Exercise details: Filter the data for lines with the word "Crescent", then copy every line so identified.
#####
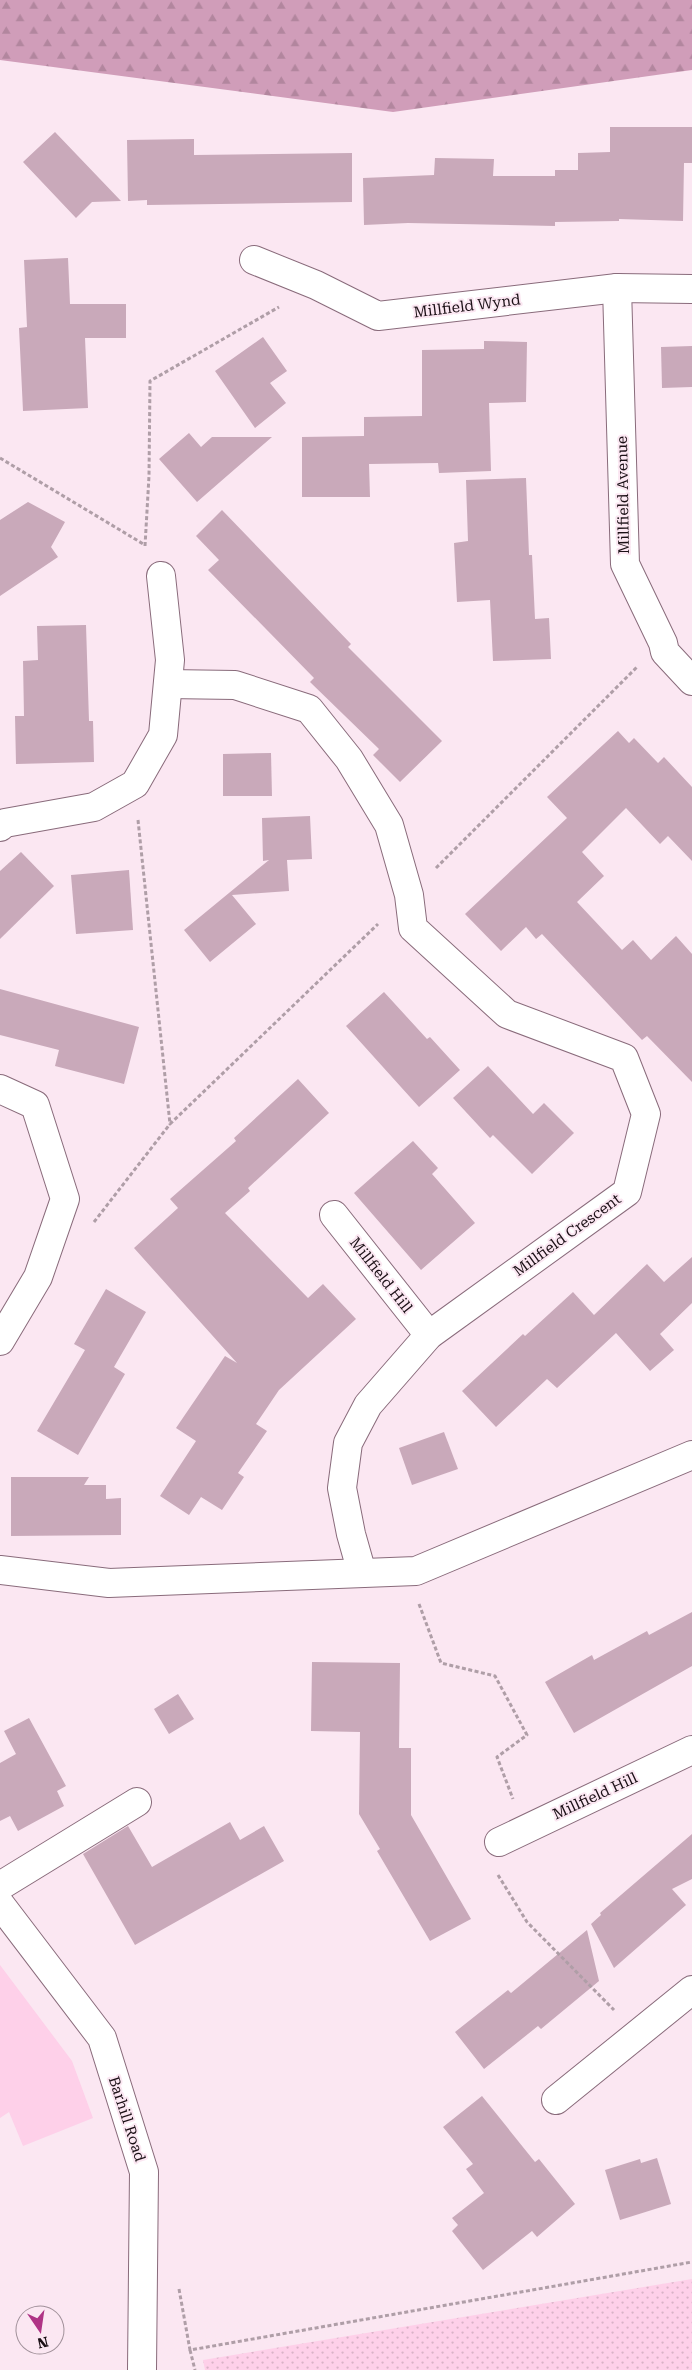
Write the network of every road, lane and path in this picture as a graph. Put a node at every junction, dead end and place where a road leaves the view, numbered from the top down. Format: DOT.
graph roads {
  1 [pos="254,260"];
  2 [pos="316,285"];
  3 [pos="617,288"];
  4 [pos="692,289"];
  5 [pos="0,458"];
  6 [pos="145,545"];
  7 [pos="146,552"];
  8 [pos="161,576"];
  9 [pos="663,642"];
  10 [pos="692,681"];
  11 [pos="168,684"];
  12 [pos="135,784"];
  13 [pos="0,827"];
  14 [pos="409,895"];
  15 [pos="0,1089"];
  16 [pos="170,1124"];
  17 [pos="334,1215"];
  18 [pos="91,1225"];
  19 [pos="429,1335"];
  20 [pos="0,1341"];
  21 [pos="692,1455"];
  22 [pos="0,1570"];
  23 [pos="362,1573"];
  24 [pos="692,1750"];
  25 [pos="138,1802"];
  26 [pos="499,1842"];
  27 [pos="0,1886"];
  28 [pos="0,1904"];
  29 [pos="692,1990"];
  30 [pos="556,2100"];
  31 [pos="692,2262"];
  32 [pos="177,2282"];
  33 [pos="190,2350"];
  34 [pos="142,2370"];
  35 [pos="195,2370"];
  1 -- 2 [label="street, Millfield Wynd"];
  2 -- 3 [label="street, Millfield Wynd"];
  2 -- 6 [label="path"];
  3 -- 4 [label="street, Millfield Wynd"];
  3 -- 9 [label="street, Millfield Avenue"];
  5 -- 6 [label="path"];
  6 -- 7 [label="path"];
  8 -- 11 [label="street"];
  9 -- 10 [label="street, Millfield Avenue"];
  9 -- 14 [label="path"];
  11 -- 12 [label="street"];
  11 -- 14 [label="street, Millfield Crescent"];
  12 -- 13 [label="street"];
  12 -- 16 [label="path"];
  14 -- 16 [label="path"];
  14 -- 19 [label="street, Millfield Crescent"];
  15 -- 20 [label="street"];
  16 -- 18 [label="path"];
  17 -- 19 [label="street, Millfield Hill"];
  19 -- 23 [label="street, Millfield Crescent"];
  21 -- 23 [label="street"];
  22 -- 23 [label="street"];
  24 -- 26 [label="street, Millfield Hill"];
  25 -- 27 [label="street"];
  28 -- 34 [label="street, Barhill Road"];
  29 -- 30 [label="street"];
  31 -- 33 [label="path"];
  32 -- 33 [label="path"];
  33 -- 35 [label="path"];
}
#####
Answer:
  11 -- 14 [label="street, Millfield Crescent"];
  14 -- 19 [label="street, Millfield Crescent"];
  19 -- 23 [label="street, Millfield Crescent"];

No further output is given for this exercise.